*** DATASET EXCERPTS Section Begins ***

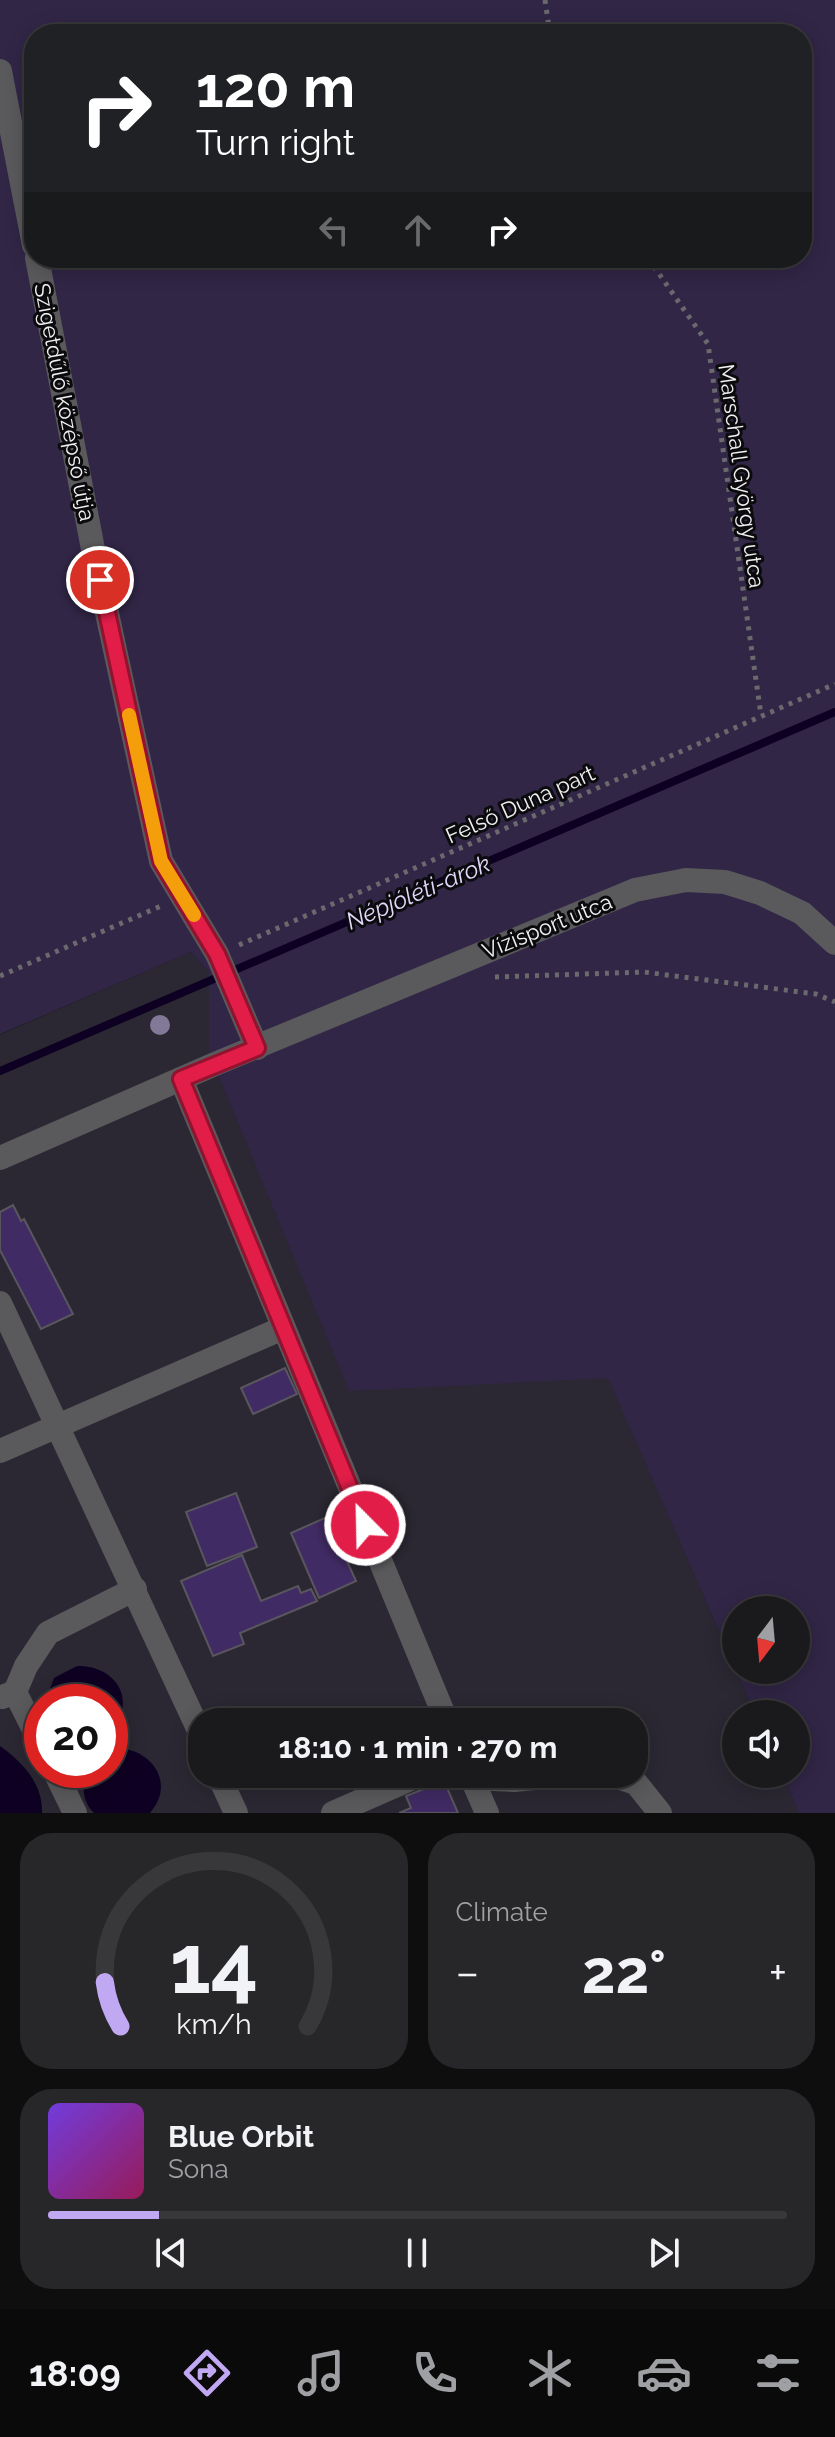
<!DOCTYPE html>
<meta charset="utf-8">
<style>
body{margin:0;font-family:Raleway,sans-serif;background:#272629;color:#f1f3f6;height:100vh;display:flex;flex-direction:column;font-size:30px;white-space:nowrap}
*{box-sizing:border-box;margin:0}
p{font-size:26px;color:#9fa0a3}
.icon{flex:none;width:44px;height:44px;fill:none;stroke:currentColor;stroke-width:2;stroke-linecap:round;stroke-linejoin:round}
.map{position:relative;height:1813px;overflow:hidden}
.drawer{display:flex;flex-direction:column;gap:20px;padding:20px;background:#0e0e0f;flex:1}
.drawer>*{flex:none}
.top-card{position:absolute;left:24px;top:24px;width:788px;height:244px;border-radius:32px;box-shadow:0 4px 20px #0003,0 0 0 2px #38383b;background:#202124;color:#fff;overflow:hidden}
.needle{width:52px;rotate:196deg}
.controls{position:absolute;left:722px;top:1596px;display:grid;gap:16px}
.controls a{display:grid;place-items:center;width:88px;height:88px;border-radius:50%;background:#1a191c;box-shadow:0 4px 20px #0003,0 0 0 2px #38383b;font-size:40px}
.speed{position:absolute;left:24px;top:1684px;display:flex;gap:16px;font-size:40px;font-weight:700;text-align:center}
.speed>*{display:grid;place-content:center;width:104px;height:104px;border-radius:50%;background:#1a191c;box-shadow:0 4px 20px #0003,0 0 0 2px #38383b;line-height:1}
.speed .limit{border:12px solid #d22;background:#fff;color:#111}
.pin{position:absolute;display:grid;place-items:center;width:68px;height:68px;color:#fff;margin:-34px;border:4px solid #fff;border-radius:50%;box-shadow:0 2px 8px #0007}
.me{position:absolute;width:88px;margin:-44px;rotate:337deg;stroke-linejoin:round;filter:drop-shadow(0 0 6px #0008)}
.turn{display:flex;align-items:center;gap:28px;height:168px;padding:0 40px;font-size:36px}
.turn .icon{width:104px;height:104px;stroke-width:2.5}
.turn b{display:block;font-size:56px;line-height:68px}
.lanes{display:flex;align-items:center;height:76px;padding:0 40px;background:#0003;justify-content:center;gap:40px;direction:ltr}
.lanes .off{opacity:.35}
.big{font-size:60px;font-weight:700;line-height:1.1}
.drawer .tile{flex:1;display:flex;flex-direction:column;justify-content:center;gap:12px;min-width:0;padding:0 28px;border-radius:32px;background:#272629}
.drawer .dial{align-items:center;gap:0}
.dial svg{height:208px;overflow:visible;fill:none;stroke:#38383b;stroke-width:7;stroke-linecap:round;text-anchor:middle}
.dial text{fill:#f1f3f6;stroke:none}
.song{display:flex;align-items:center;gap:24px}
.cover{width:96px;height:96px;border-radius:12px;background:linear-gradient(135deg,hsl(260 70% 55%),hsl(330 70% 35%))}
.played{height:8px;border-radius:4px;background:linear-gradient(90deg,#c0a8f3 15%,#38383b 15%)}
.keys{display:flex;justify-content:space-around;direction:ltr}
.heat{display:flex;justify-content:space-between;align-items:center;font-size:44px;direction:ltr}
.drawer .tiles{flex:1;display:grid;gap:20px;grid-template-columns:1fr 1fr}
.tile:last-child{grid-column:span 2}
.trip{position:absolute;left:188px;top:1708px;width:460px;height:80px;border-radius:32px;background:#1a191c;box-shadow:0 4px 20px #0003,0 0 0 2px #38383b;font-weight:700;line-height:80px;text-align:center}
.tab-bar{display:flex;height:128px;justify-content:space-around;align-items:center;background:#0a0a0b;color:#9fa0a3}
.tab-bar .icon{width:56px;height:56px}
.tab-bar .current{color:#c0a8f3}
.tab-bar b{font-size:36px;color:#f1f3f6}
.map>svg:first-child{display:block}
</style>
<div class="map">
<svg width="835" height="1813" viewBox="0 0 835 1813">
<rect width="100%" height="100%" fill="#222126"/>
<path fill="#2b2833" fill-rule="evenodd" d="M191,952L209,973V1053L349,1390L608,1377L755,1714H736V1774H782L799,1813H0V1035ZM42,1702H110V1770H42ZM202,1722H634V1774H202Z"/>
<path fill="#312646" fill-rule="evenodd" d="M0,0H835V1813H799L782,1774H796V1714H755L736,1670H796V1610H736V1670L608,1378L349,1391L209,1053V973L191,952L0,1034ZM34,34H802V258H34Z"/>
<g fill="#0e0022">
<path d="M77,1666C116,1665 139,1701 110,1733V1702H45L54,1678Z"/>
<path d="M0,1746C22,1762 43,1783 42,1813H0Z"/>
<path d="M114,1748C150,1747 177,1782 150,1813H94C82,1801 82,1787 86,1771L110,1770V1749Z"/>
</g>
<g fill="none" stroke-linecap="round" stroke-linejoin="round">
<path stroke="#0e0022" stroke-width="8" d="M0,1071L835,712"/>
</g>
<g fill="#412b64" stroke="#59575d" stroke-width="2">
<path d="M13,1205L21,1221L24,1219L73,1314L41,1329L0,1250V1212Z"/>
<path d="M285,1368L297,1394L253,1414L241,1388Z"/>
<path d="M236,1493L257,1547L207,1566L186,1512Z"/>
<path d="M327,1517L356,1581L319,1598L291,1533Z"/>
<path d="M242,1555L261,1601L298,1586L301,1593L311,1589L317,1601L240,1633L244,1644L213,1656L181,1581Z"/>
<path d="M444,1781L458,1813H399L411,1808L406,1796Z"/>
</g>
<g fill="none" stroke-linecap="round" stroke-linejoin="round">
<g stroke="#6a696d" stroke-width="5" stroke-dasharray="4 6" stroke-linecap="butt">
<path d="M545,0L550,34"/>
<path d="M648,258L708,344L761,715"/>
<path d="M239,945L835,684"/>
<path d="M0,976L161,906"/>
<path d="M495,977L644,972L816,994L835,1002"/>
</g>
<g stroke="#5a595c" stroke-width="24">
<path d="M0,71L34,245"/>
<path d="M37,258L93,549L161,861L217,954L257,1048"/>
<path d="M181,1079L447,1722"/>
<path d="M0,1158L215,1064L635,890L686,880L725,882L760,893L802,913L835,943"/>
<path d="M0,1303L202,1737"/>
<path d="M0,1451L283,1328"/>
<path d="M15,1692L26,1666L48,1633L135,1589"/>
<path d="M2,1697L15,1692L42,1746"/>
<path d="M54,1770L75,1813"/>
<path d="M218,1774L236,1813"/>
<path d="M470,1774L487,1813"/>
<path d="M609,1774L636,1783L660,1813"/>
<path d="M472,1778L514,1780L574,1774"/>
<path d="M333,1813L422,1774"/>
</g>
</g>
<circle fill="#827898" cx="160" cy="1025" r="10"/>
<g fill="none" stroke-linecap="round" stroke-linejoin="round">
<defs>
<path id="route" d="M100,580L161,861L217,954L257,1048L181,1079L365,1525"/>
</defs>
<use href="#route" stroke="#92132f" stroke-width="20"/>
<use href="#route" stroke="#e11d48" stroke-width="14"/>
<path stroke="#f59e0b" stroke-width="14" d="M129,715L161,861L194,915"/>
</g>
<g text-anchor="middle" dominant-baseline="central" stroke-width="6" stroke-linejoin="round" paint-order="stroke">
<g font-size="22" fill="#f0eff2" stroke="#0b0b0d">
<text transform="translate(65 402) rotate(79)">Szigetdűlő középső útja</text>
<text transform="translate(742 476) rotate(82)">Marschall György utca</text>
<text transform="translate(520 804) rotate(-24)">Felső Duna part</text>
<text transform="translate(547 926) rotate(-22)">Vízisport utca</text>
</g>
<g font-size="24" font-style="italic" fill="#e2d7fc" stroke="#0b0b0d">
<text transform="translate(418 892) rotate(-23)">Népjóléti-árok</text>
</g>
</g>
</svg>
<div class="controls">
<a><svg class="needle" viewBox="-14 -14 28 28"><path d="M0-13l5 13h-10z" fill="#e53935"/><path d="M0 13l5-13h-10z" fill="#9fa0a3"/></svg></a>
<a><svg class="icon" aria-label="sound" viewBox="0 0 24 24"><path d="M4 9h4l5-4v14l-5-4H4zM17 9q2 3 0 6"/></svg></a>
</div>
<div class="speed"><div class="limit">20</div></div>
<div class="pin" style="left:100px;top:580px;background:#d93025"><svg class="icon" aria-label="arrive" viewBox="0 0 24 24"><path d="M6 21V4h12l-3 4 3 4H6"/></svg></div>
<svg class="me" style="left:365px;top:1525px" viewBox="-20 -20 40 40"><circle r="17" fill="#e11d48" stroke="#fff" stroke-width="3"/><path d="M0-11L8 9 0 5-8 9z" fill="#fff"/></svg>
<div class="trip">18:10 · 1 min · 270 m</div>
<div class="top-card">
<div class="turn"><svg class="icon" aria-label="right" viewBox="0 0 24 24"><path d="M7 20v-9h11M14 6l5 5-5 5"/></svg><div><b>120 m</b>Turn right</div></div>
<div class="lanes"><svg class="icon off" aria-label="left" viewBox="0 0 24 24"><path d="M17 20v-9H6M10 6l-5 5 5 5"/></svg><svg class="icon off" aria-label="ahead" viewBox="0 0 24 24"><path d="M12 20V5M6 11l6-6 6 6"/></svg><svg class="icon" aria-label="right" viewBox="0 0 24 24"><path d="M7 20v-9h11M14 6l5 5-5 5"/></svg></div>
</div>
</div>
<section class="drawer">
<div class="tiles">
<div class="tile dial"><svg viewBox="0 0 100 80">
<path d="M14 69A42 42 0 1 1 86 69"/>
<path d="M14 69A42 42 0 0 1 8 52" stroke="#c0a8f3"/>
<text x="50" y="56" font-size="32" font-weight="700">14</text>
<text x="50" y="72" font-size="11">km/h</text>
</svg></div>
<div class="tile"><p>Climate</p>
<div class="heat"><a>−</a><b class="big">22°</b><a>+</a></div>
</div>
<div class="tile">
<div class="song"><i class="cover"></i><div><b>Blue Orbit</b><p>Sona</p></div></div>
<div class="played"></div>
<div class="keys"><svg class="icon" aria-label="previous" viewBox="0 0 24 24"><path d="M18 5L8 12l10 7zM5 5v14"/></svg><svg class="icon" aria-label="pause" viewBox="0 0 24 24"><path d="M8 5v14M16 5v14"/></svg><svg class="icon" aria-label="next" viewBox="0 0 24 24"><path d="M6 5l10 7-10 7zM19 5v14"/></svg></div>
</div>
</div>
</section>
<nav class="tab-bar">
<b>18:09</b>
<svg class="icon current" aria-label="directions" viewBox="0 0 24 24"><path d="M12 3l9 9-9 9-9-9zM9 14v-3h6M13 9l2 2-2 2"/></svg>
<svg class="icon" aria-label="music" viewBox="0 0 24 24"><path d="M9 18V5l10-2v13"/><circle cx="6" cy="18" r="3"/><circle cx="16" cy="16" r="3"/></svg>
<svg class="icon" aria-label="phone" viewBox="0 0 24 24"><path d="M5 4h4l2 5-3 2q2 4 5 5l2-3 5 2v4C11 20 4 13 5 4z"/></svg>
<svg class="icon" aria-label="climate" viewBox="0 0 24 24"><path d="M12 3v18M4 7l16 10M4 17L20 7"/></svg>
<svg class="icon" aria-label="car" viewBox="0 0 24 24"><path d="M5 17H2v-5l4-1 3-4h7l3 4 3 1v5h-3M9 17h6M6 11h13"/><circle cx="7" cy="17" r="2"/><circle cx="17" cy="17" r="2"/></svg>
<svg class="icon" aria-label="filters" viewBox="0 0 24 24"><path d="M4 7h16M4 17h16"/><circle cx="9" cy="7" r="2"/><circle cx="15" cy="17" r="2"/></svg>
</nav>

*** DATASET EXCERPTS Section Ends ***

◆ TO DO: Nothing but the lines holding the word "played" should be returned from the listing above.

◆ REPLY:
.played{height:8px;border-radius:4px;background:linear-gradient(90deg,#c0a8f3 15%,#38383b 15%)}
<div class="played"></div>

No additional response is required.